### Source data
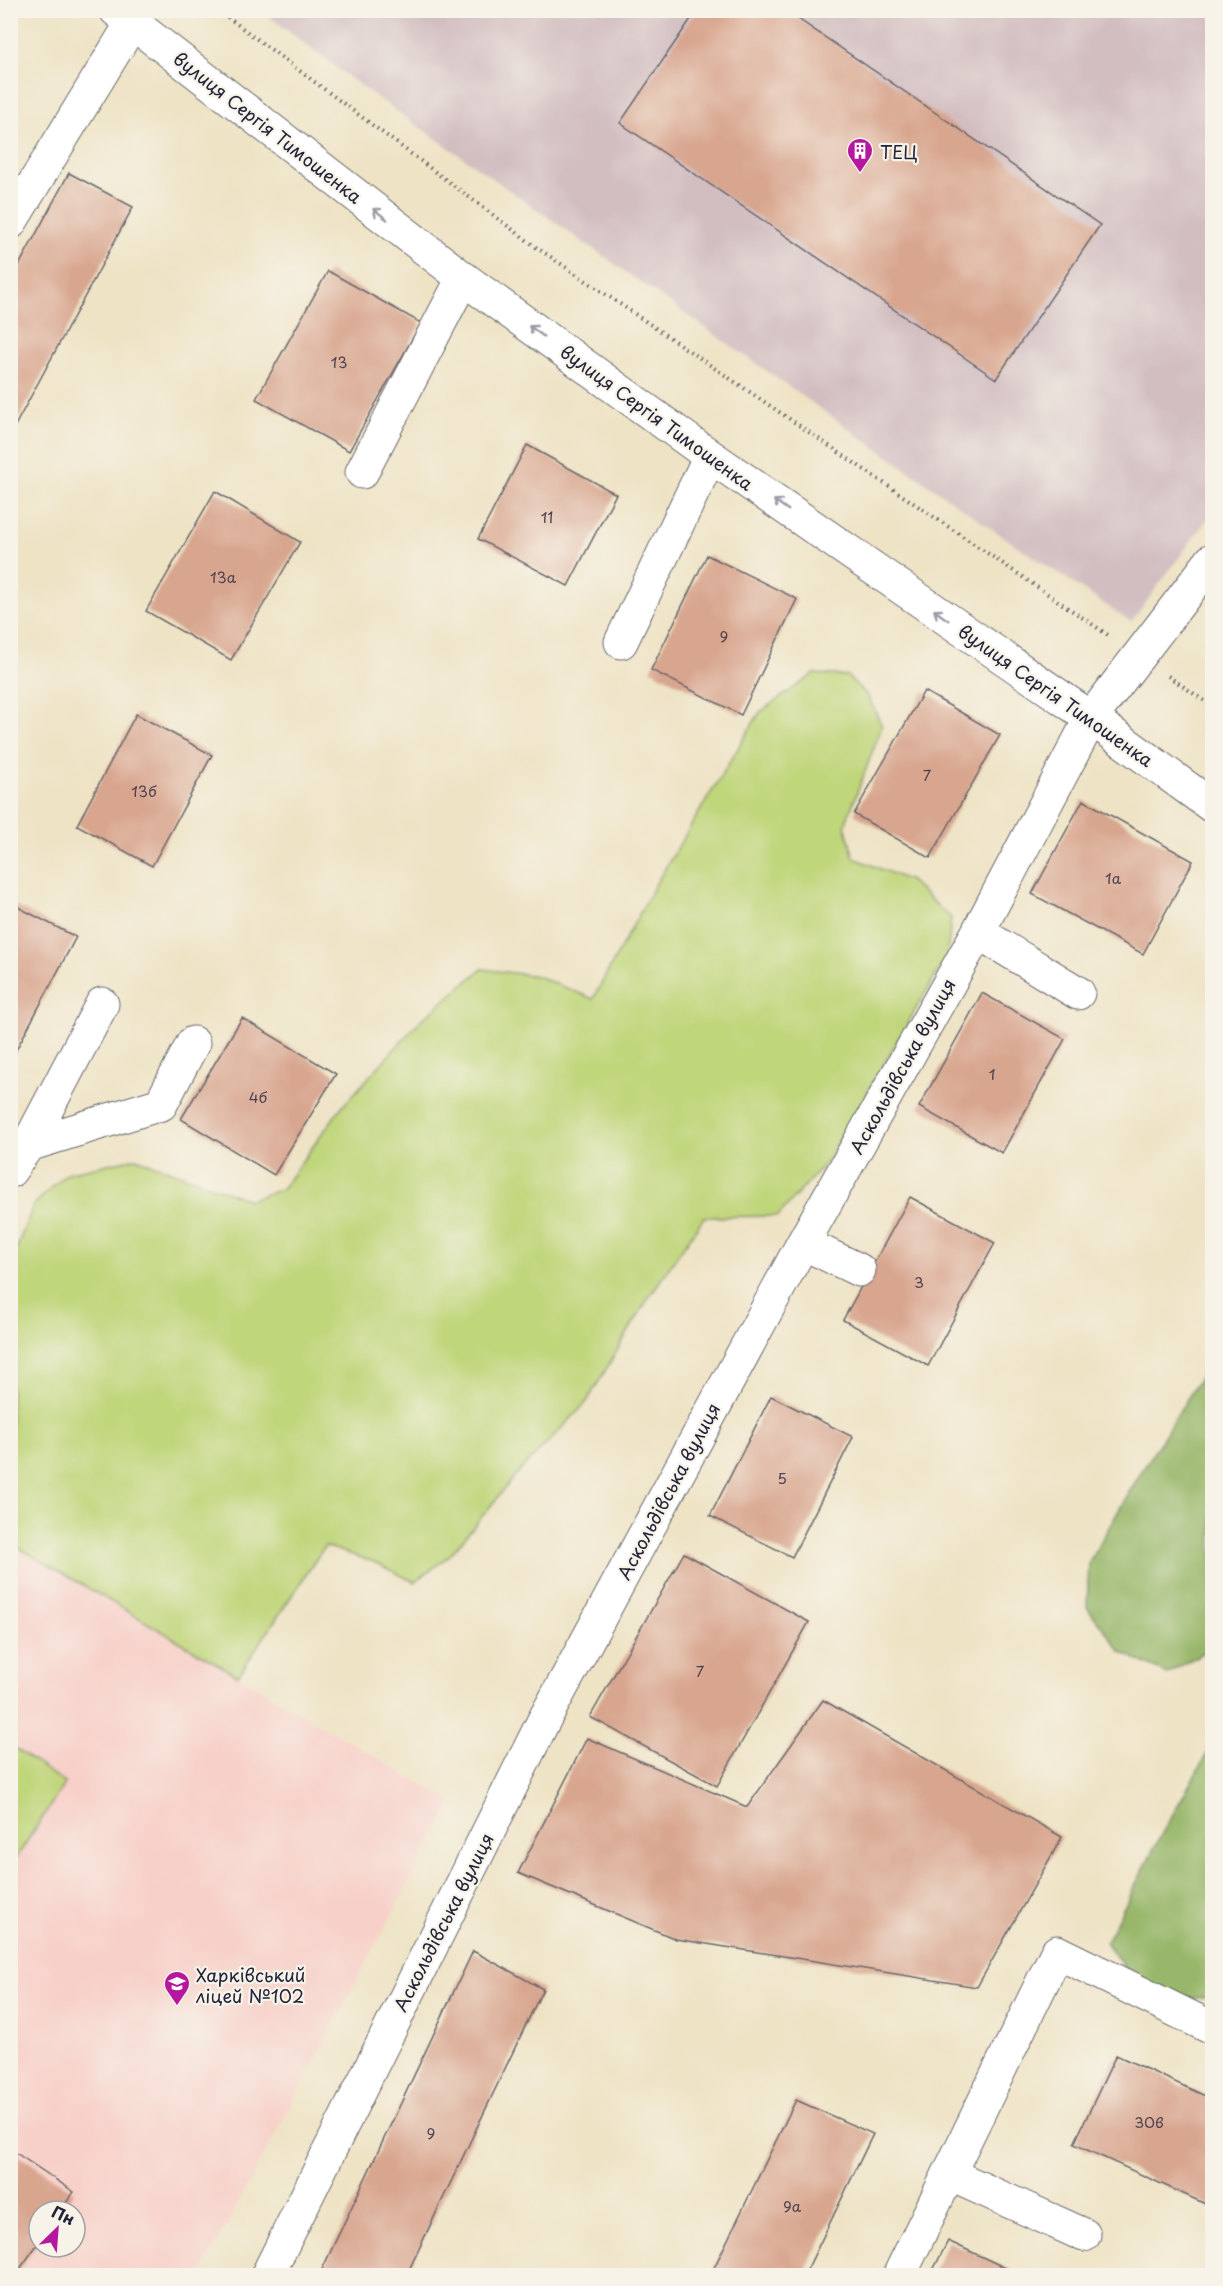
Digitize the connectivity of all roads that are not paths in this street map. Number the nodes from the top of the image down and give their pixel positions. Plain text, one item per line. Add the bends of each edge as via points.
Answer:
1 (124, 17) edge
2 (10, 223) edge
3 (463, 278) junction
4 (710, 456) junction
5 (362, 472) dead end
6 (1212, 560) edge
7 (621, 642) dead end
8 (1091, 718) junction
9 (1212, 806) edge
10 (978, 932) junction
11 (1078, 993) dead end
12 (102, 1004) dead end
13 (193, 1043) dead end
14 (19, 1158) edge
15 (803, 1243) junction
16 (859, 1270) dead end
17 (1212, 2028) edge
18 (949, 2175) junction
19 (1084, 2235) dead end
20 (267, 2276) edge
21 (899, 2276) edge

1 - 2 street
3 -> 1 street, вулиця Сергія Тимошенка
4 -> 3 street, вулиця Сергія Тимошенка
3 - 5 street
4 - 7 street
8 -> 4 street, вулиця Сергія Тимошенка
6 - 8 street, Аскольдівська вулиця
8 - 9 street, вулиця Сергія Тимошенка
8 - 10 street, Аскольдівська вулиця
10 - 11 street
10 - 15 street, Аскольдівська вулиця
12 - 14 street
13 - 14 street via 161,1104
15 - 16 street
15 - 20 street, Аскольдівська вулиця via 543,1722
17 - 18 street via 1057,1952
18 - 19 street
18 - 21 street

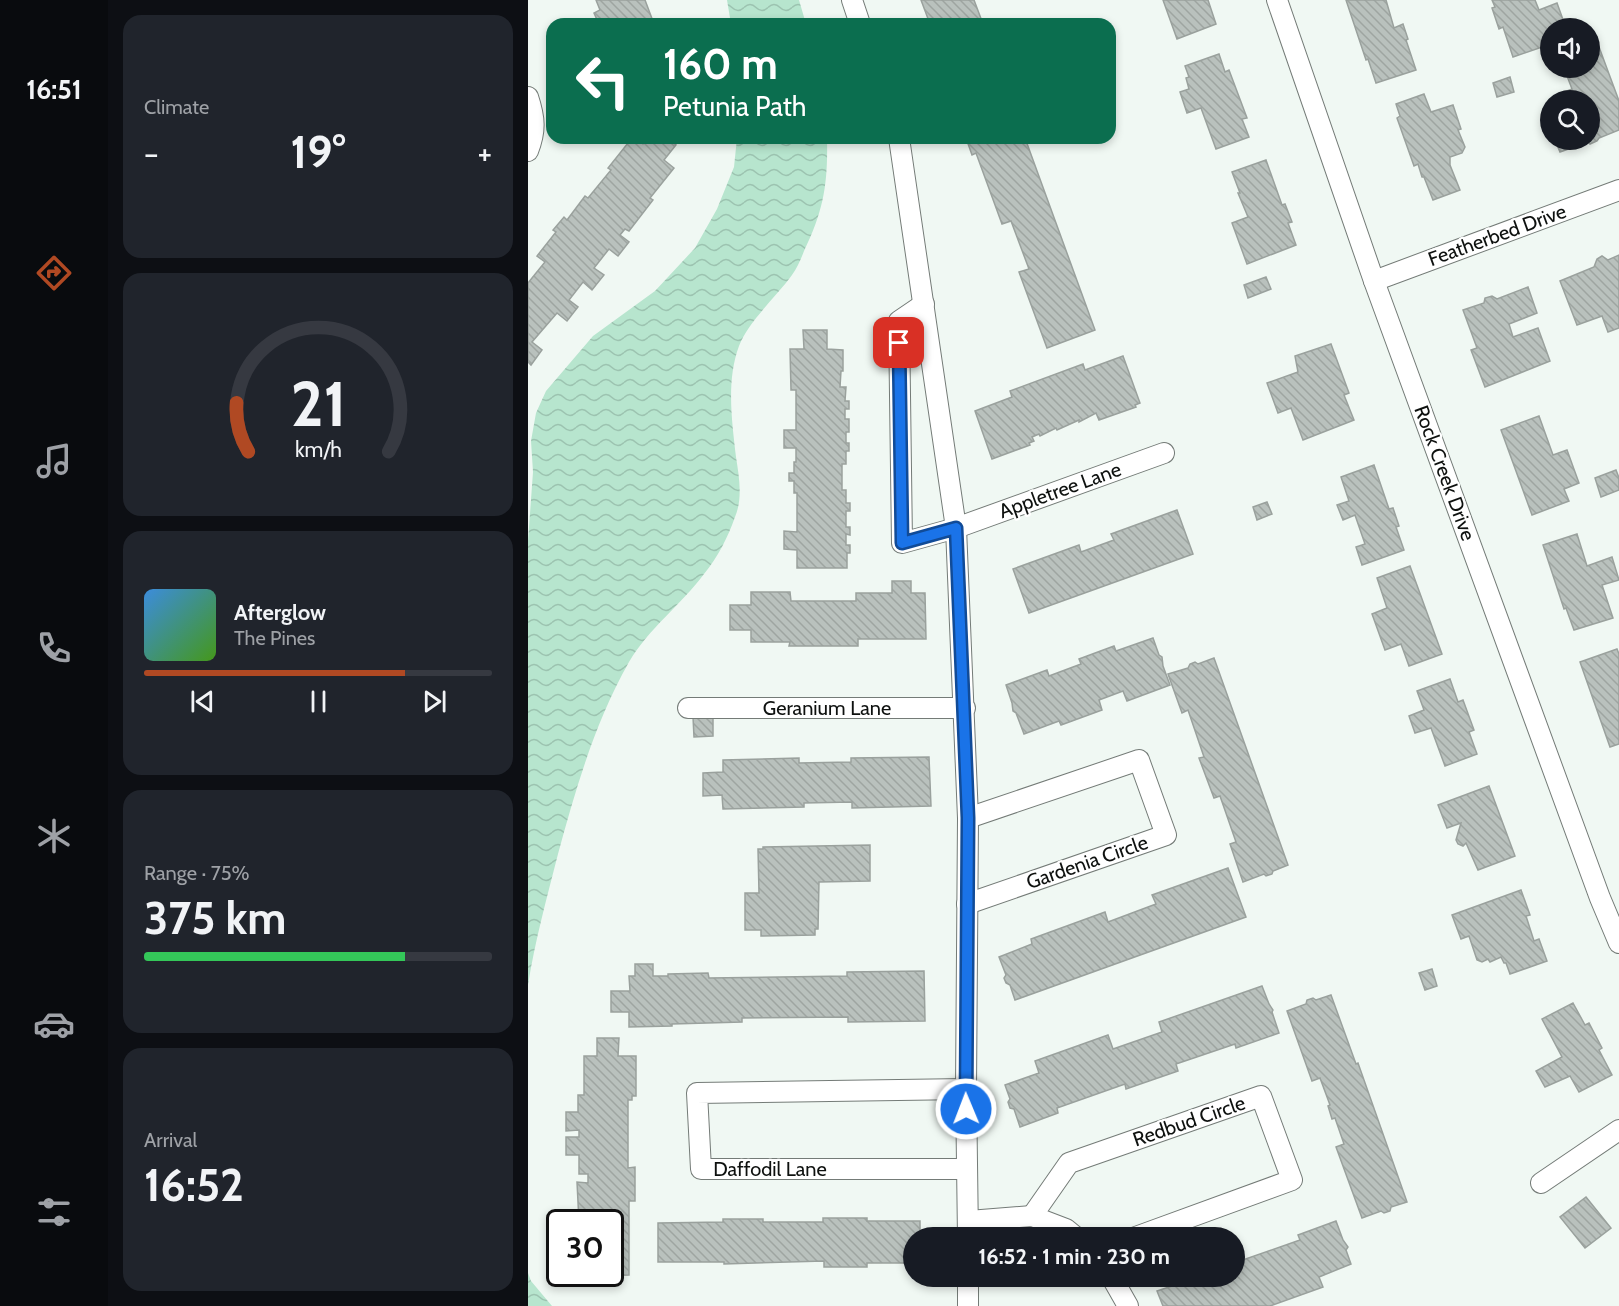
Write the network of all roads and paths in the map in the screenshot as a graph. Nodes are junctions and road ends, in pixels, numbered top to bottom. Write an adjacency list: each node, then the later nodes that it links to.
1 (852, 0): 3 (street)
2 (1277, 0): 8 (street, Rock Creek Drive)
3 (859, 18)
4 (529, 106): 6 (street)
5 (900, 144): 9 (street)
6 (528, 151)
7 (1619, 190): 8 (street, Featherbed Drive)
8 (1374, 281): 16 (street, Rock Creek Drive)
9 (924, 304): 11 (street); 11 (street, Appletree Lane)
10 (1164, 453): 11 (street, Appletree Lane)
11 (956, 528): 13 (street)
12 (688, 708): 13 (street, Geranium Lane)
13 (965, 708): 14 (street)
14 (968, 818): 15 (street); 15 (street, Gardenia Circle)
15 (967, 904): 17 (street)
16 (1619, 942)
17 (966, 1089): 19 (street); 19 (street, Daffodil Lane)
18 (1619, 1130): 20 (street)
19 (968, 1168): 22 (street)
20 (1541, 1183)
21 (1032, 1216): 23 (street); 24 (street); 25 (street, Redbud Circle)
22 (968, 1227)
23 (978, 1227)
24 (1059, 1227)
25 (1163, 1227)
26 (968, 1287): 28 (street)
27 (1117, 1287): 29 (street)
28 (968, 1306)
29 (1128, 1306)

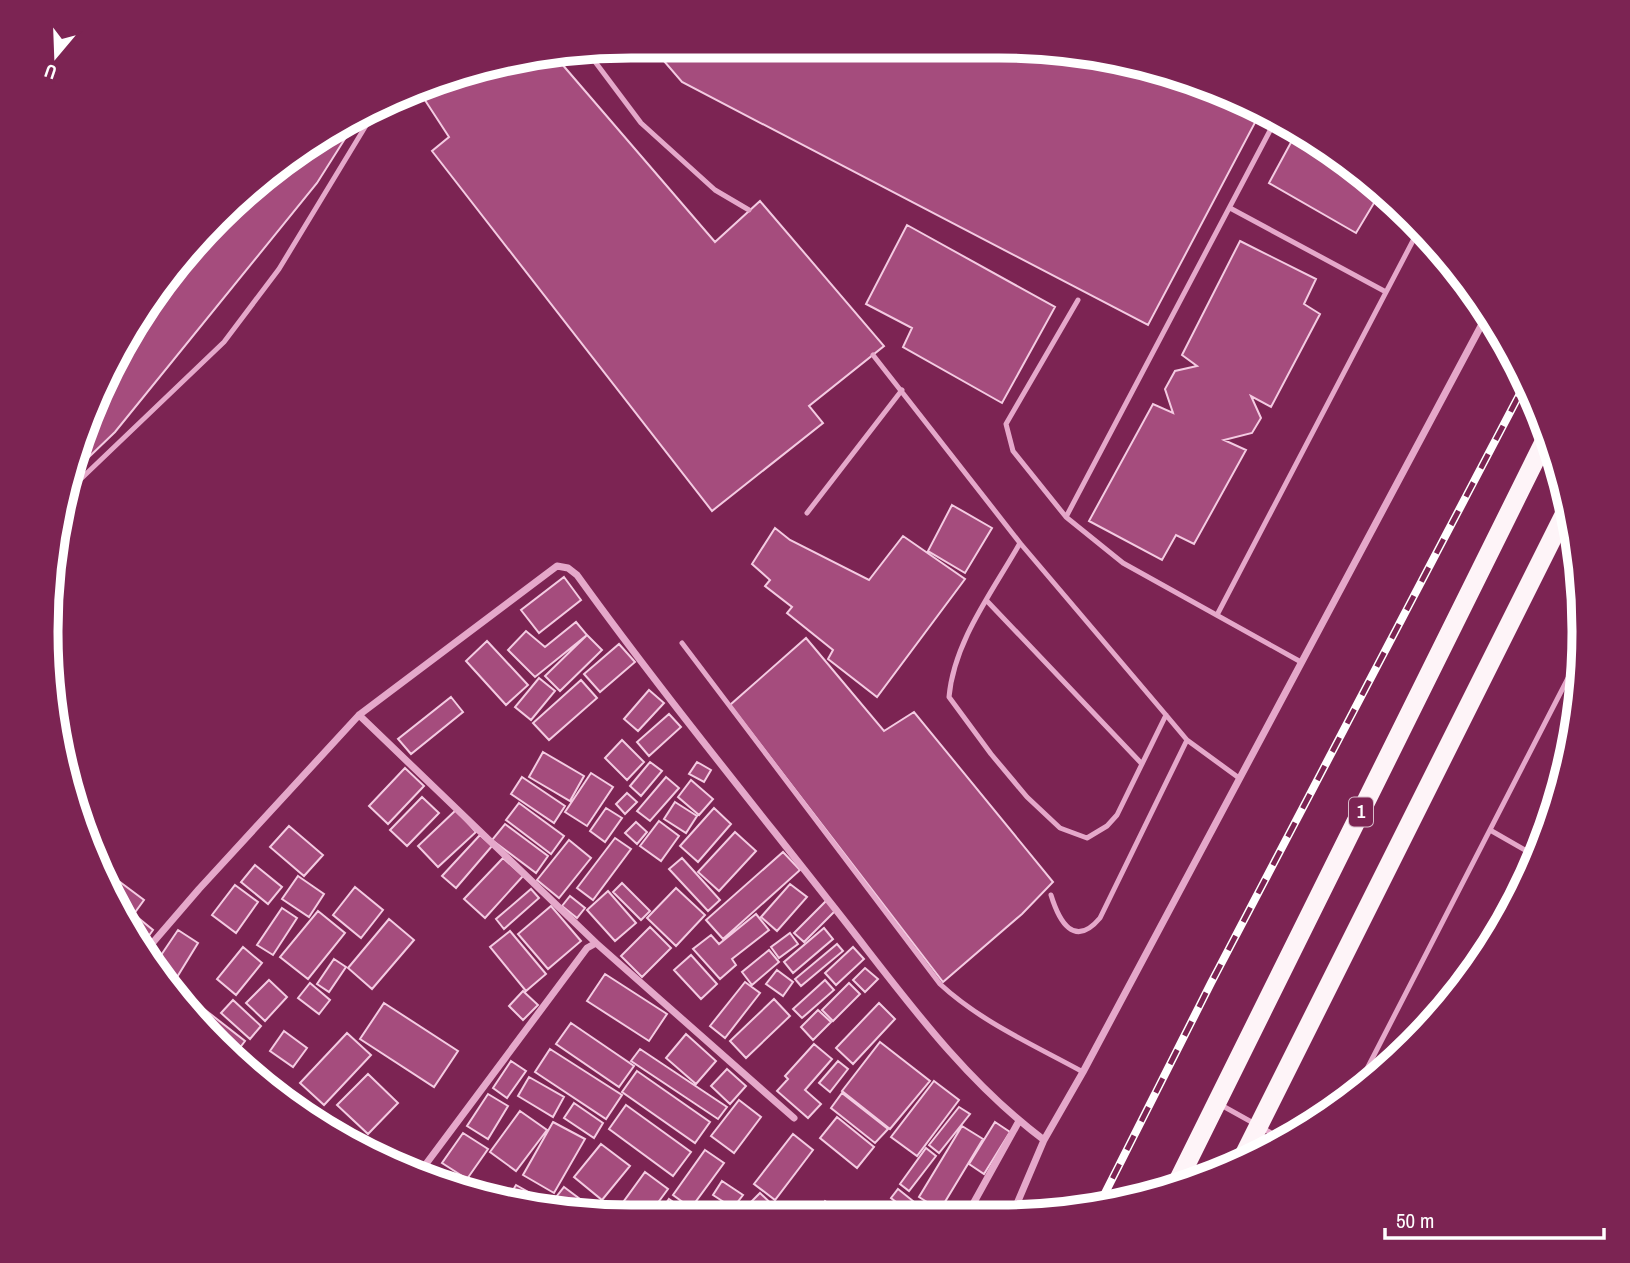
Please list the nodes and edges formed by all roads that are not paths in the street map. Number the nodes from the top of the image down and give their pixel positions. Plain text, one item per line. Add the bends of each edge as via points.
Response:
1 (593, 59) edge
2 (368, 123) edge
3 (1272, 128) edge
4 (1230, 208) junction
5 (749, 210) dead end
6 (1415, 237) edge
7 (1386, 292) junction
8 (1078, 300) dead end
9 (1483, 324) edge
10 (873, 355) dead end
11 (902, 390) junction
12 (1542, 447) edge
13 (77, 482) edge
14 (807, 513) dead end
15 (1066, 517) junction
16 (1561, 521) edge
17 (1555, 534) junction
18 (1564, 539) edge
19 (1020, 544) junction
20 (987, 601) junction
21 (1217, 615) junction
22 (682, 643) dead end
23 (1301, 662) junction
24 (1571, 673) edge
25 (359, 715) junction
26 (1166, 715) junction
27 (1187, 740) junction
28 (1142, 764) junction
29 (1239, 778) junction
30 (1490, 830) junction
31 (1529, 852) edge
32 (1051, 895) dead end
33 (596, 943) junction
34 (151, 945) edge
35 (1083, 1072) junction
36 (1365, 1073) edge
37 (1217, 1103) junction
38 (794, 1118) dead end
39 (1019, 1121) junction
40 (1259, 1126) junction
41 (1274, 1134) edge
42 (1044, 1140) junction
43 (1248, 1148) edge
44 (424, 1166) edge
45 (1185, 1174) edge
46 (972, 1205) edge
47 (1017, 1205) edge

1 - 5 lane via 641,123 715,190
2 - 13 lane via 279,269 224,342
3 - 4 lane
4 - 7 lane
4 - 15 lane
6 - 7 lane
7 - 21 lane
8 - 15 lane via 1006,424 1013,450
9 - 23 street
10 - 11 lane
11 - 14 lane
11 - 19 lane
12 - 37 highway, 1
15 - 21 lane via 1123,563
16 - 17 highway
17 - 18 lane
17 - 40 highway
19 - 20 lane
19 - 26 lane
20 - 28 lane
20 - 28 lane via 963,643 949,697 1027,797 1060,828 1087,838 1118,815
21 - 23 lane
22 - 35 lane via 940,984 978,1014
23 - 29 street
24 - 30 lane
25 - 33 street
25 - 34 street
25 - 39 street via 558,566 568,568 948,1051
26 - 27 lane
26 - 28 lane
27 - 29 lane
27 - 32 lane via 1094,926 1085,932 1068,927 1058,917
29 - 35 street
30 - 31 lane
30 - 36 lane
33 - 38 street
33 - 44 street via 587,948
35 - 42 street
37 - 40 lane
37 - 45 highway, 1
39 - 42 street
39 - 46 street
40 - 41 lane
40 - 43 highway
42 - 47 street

### Aim of the task
Every line containing the string "item" should be pulled from the listing and copied.

### Result of the task
Digitize the connectivity of all roads that are not paths in this street map. Number the nodes from the top of the image down and give their pixel positions. Plain text, one item per line. Add the bends of each edge as via points.
Please list the nodes and edges formed by all roads that are not paths in the street map. Number the nodes from the top of the image down and give their pixel positions. Plain text, one item per line. Add the bends of each edge as via points.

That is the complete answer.